On the plus side the movie is one heck of a lot better than those trailers remotely suggested. Both Duhamel and Heigl frequently rise about the material and make something slightly interesting out of it, Ian Deitchman and Kristin Rusk Robinson’s script even having a handful of meaningful insights that caught me more than a bit off guard. Greg Berlanti’s workmanlike direction – his skills behind the camera have improved substantially since 2000’s inconsequential The Broken Hearts Club – rarely gets in the way, the filmmaker taking a mostly hands-off approach that allowing his leads at least a tiny bit of room to breath.

 

Now that I’ve said all that, let me be perfectly clear: Life as We Know It is very poor motion picture.

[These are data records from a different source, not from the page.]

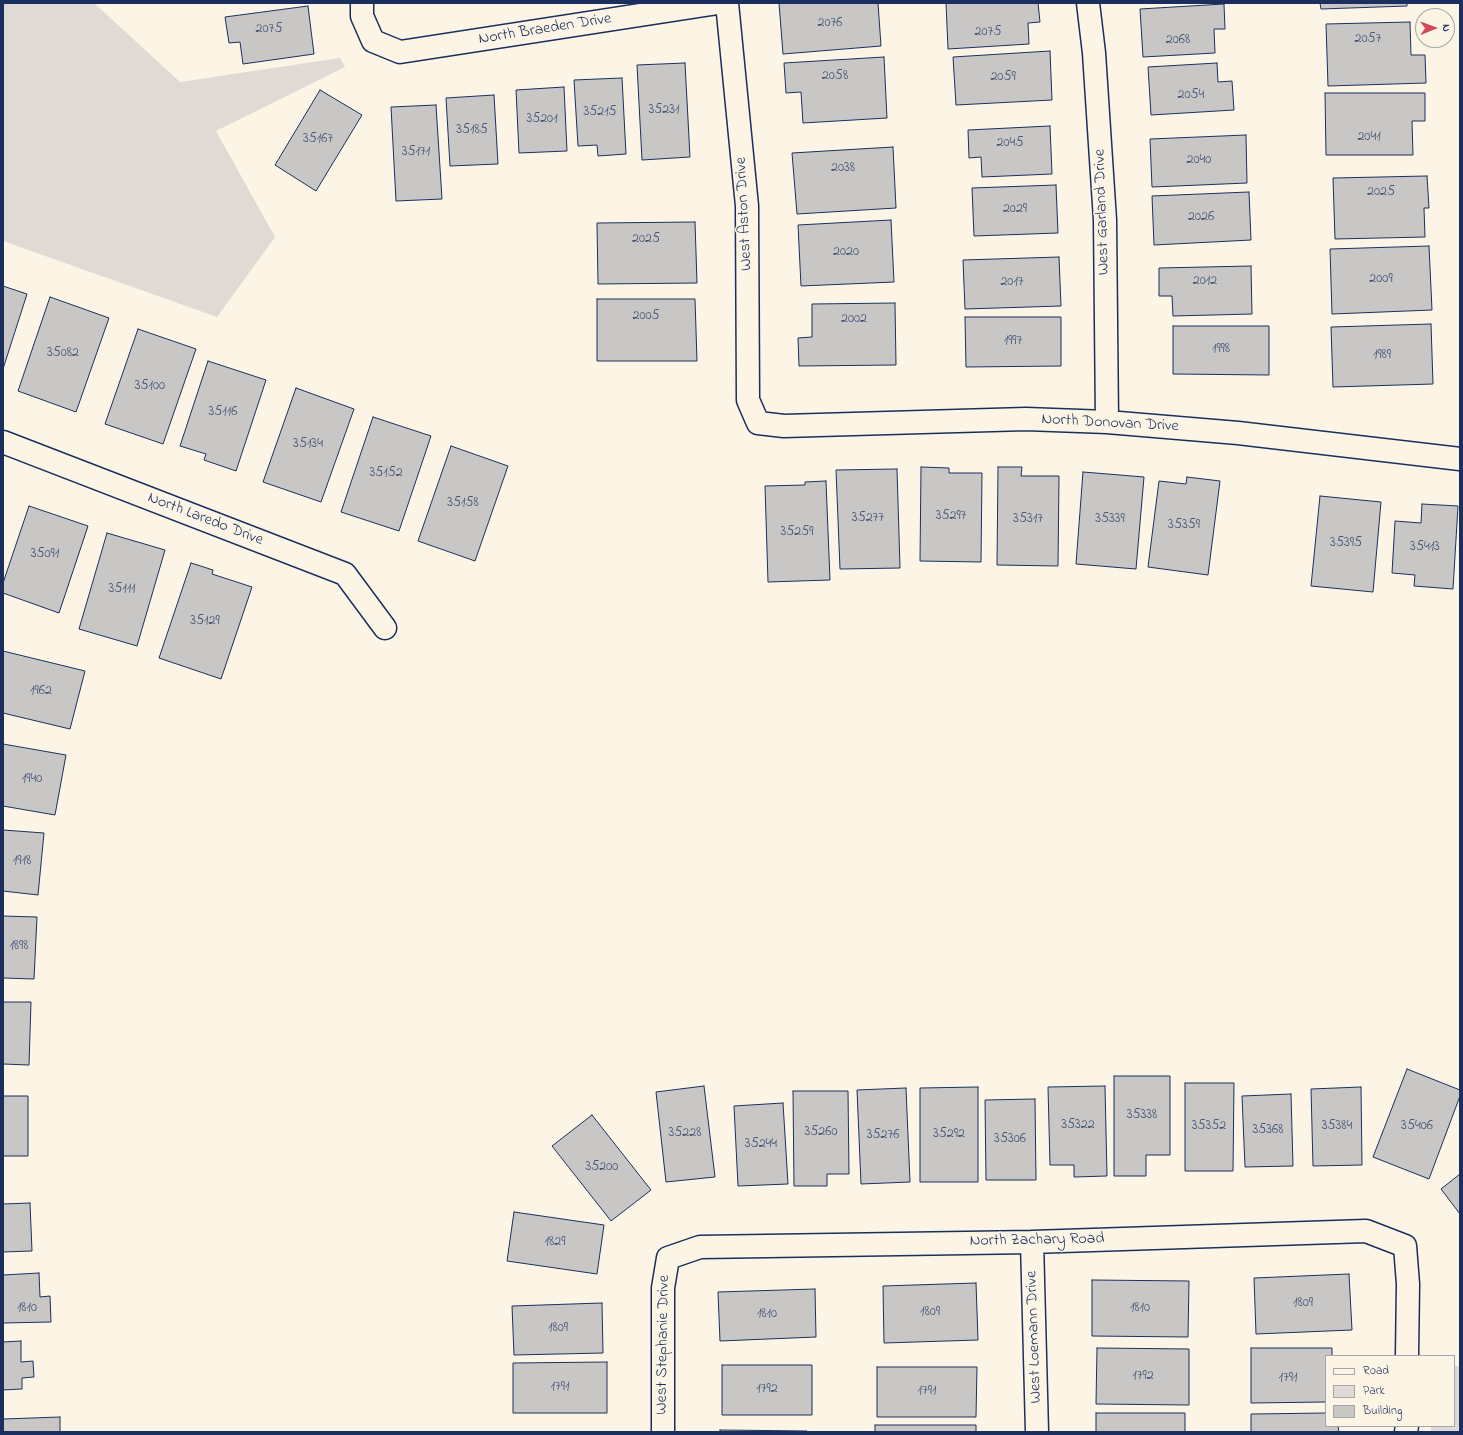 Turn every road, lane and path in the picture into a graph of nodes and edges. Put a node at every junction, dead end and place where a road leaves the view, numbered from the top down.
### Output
1 (362, 3) edge
2 (718, 3) edge
3 (727, 3) edge
4 (1088, 3) edge
5 (1106, 422) junction
6 (758, 423) joint
7 (4, 445) edge
8 (1460, 459) edge
9 (385, 628) dead end
10 (1032, 1242) junction
11 (668, 1258) joint
12 (1408, 1355) edge
13 (663, 1432) edge
14 (1037, 1432) edge

1 - 2 street, North Braeden Drive
3 - 6 street, West Aston Drive
4 - 5 street, West Garland Drive
5 - 6 street, North Donovan Drive
5 - 8 street, North Donovan Drive
7 - 9 street, North Laredo Drive
10 - 11 street, North Zachary Road
10 - 12 street, North Zachary Road
10 - 14 street, West Loemann Drive
11 - 13 street, West Stephanie Drive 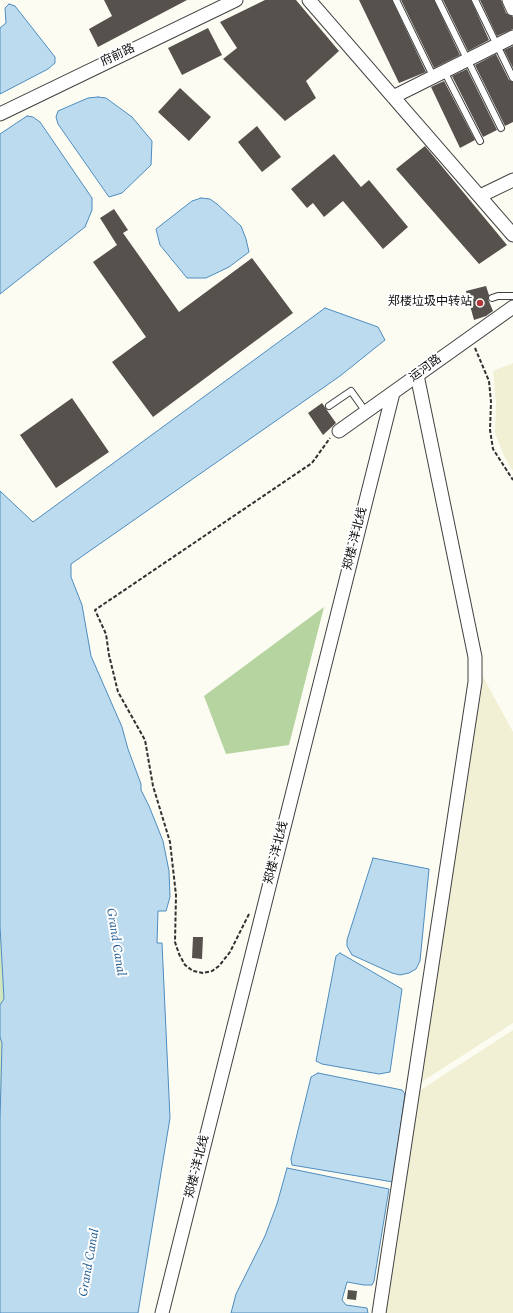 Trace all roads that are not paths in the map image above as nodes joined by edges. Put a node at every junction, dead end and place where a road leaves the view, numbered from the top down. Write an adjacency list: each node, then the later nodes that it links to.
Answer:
1 (236, 0): 14 (street, 府前路)
2 (309, 0): 13 (street)
3 (396, 0): 11 (lane)
4 (438, 0): 10 (lane)
5 (475, 0): 9 (lane)
6 (509, 0): 7 (street)
7 (513, 9)
8 (513, 37): 9 (street)
9 (497, 45): 10 (street); 12 (lane)
10 (467, 60): 11 (street); 15 (lane)
11 (439, 74): 13 (street); 16 (lane)
12 (513, 78)
13 (393, 97): 18 (street)
14 (0, 114)
15 (501, 128)
16 (480, 141)
17 (513, 180): 18 (street)
18 (480, 196): 19 (street)
19 (513, 235)
20 (513, 296): 21 (lane)
21 (492, 298)
22 (513, 307): 23 (street, 运河路)
23 (417, 375): 24 (street, 运河路); 29 (street)
24 (393, 393): 26 (street, 运河路); 28 (street, 郑楼-洋北线)
25 (329, 406): 26 (lane)
26 (366, 412): 27 (street, 运河路)
27 (339, 432)
28 (162, 1313)
29 (379, 1313) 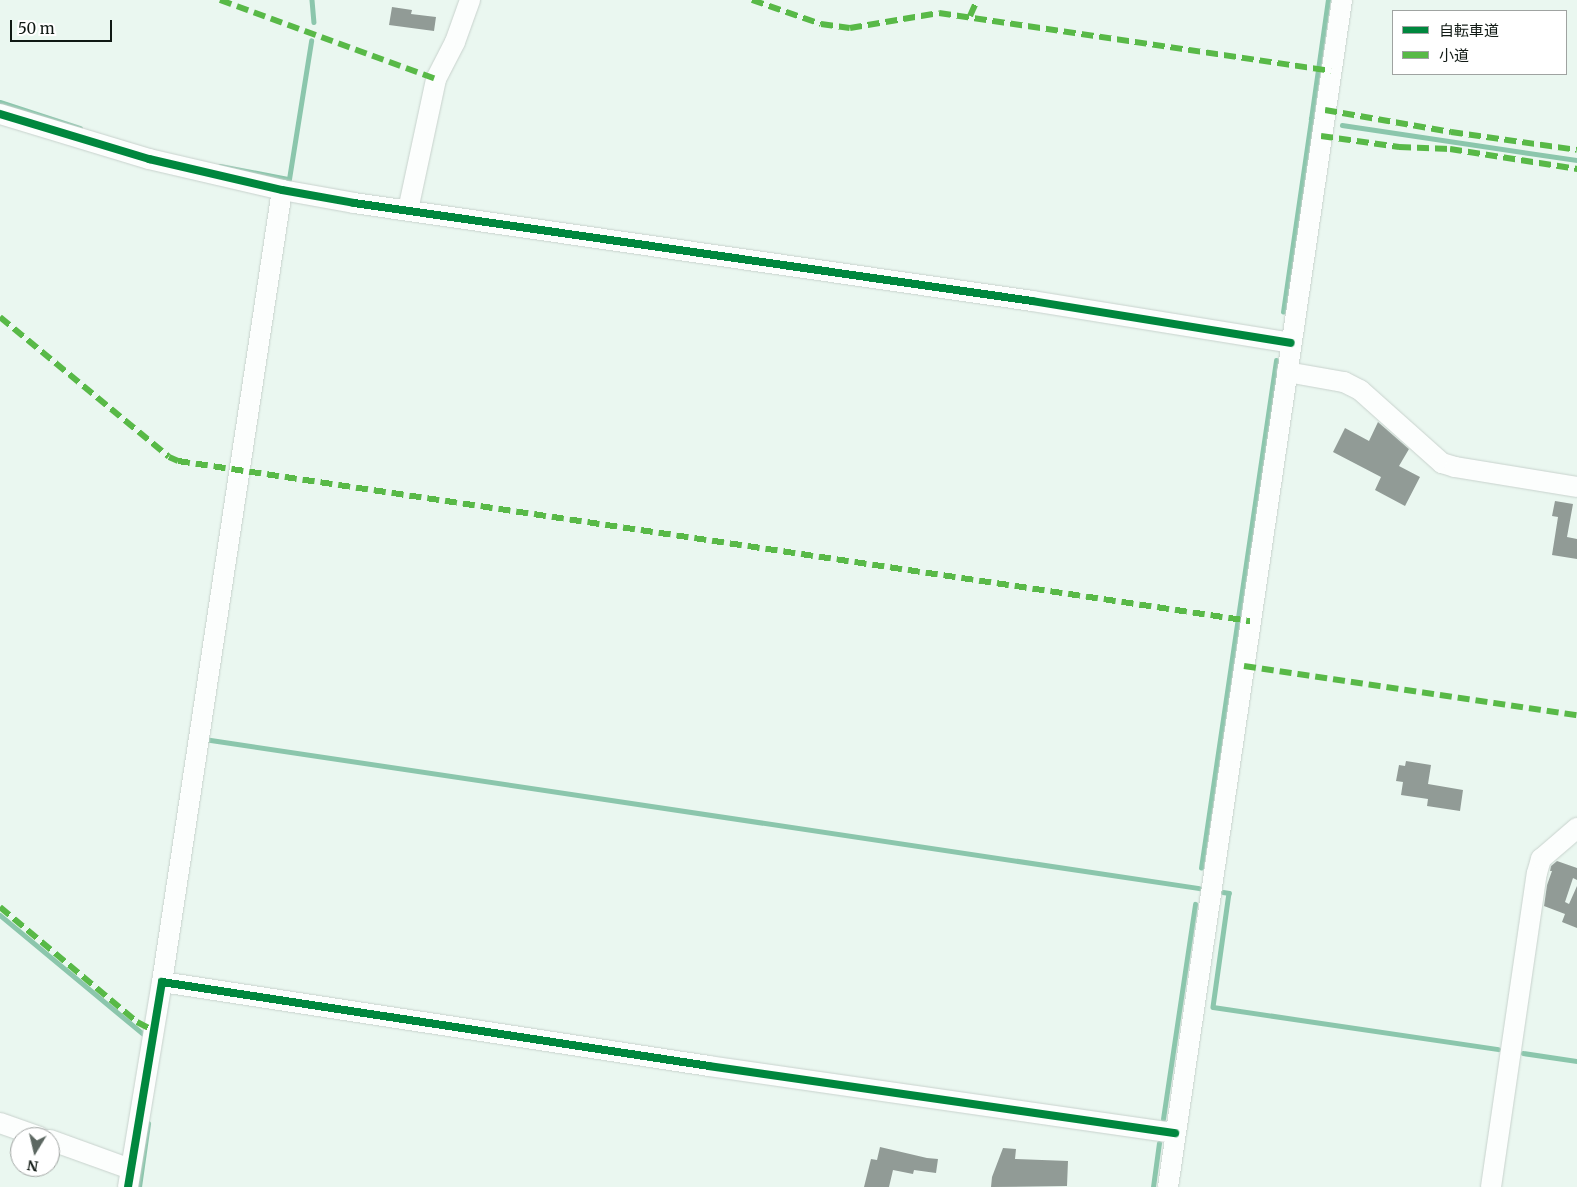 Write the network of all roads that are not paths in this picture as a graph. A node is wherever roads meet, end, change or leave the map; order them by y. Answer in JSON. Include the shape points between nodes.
{"nodes":[{"id":1,"x":470,"y":0,"type":"edge"},
{"id":2,"x":1342,"y":0,"type":"edge"},
{"id":3,"x":0,"y":114,"type":"edge"},
{"id":4,"x":282,"y":190,"type":"junction"},
{"id":5,"x":408,"y":210,"type":"junction"},
{"id":6,"x":1291,"y":344,"type":"junction"},
{"id":7,"x":1286,"y":372,"type":"junction"},
{"id":8,"x":1577,"y":487,"type":"edge"},
{"id":9,"x":1577,"y":828,"type":"edge"},
{"id":10,"x":162,"y":982,"type":"junction"},
{"id":11,"x":1175,"y":1133,"type":"junction"},
{"id":12,"x":60,"y":1145,"type":"edge"},
{"id":13,"x":129,"y":1178,"type":"edge"},
{"id":14,"x":1168,"y":1187,"type":"edge"},
{"id":15,"x":1491,"y":1187,"type":"edge"}],
"edges":[{"from":1,"to":5,"type":"street","via":[[455,42],[436,79]]},
{"from":2,"to":6,"type":"street"},
{"from":3,"to":4,"type":"street","via":[[149,159]]},
{"from":4,"to":5,"type":"street"},
{"from":4,"to":10,"type":"street"},
{"from":5,"to":6,"type":"street","via":[[1032,301]]},
{"from":6,"to":7,"type":"street"},
{"from":7,"to":8,"type":"street","via":[[1344,382],[1360,390],[1442,463]]},
{"from":7,"to":11,"type":"street"},
{"from":9,"to":15,"type":"street","via":[[1541,859],[1536,873]]},
{"from":10,"to":11,"type":"street"},
{"from":10,"to":13,"type":"street"},
{"from":11,"to":14,"type":"street"},
{"from":12,"to":13,"type":"street"}]}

For all its few strength and rare highpoints, overall this a cliché, melodramatic throwback that’s more “Happy Days” than it is Imitation of Life, more “Malcolm in the Middle” than Terms of Endearment. All that’s missing from this feature-length sitcom is a laugh track, everything working on prepared beats and notes that are so overly familiar and obvious they’re downright freeze-dried.

 

Pity, because there really is a halfway decent little story with actors more than prepared to give their all to the effort desperately trying to make its voice heard here. Once you get past the contrived nature of the setup, the central conceit is actually a tiny bit intriguing. Heigl and Duhamel dance their way around one another with relative ease, and the idea these polar opposites might be perfect for one another isn’t a total stretch. On top of that, the script throws in another potentially interesting character in the form of a down to earth pediatrician wonderfully underplayed by Josh Lucas, some of the best and most honest lines in the entire film coming via him.

 

But for every moment of truth there are at least a half dozen others that reek of tired mediocrity. From the overly colorful Greek Chorus of neighbors (including Melissa McCarthy from the new show “Mike & Molly”) to so many poop, pee and vomit jokes I lost count of them all, so much of this made me cringe I felt like I was sitting in the theatre in a perpetual slouch. It was almost as if Berlanti and company didn’t trust the audience to be able to handle the inherent dramatics of the scenario unless they didn’t throw in a joke every few seconds, and instead of making a romantic drama with an occasional laugh they’ve instead constructed a two hour sitcom that drowns in its own mediocrity.

 

It’s the climactic last act that ultimately did me in. For a brief moment I started to think the filmmakers were going to go in a direction other than the obvious one, were going to do something heartfelt and believable that could transform this sow’s ear into a silk purse. But instead they once again take the easy way out, and although Lucas has one heck of a great speech and Duhamel manages some of his very best dramatic work ever the whole last 15 minutes are so forced and false I could have cared less.

 

I will say that the preview audience I watched it with was for the most part drowning in their own tears, eating up all this hokum with a ferocity that was somewhat surprising. Just because that’s so, however, that doesn’t mean I have to give this mangy mongrel of a cliché melodrama any more love than I have to. For all its potential Life as We Know It never got my pulse racing, and the only thing truly positive I can say is that thankfully it’s doubtful I’ll ever have to sit through it in its entirety ever again.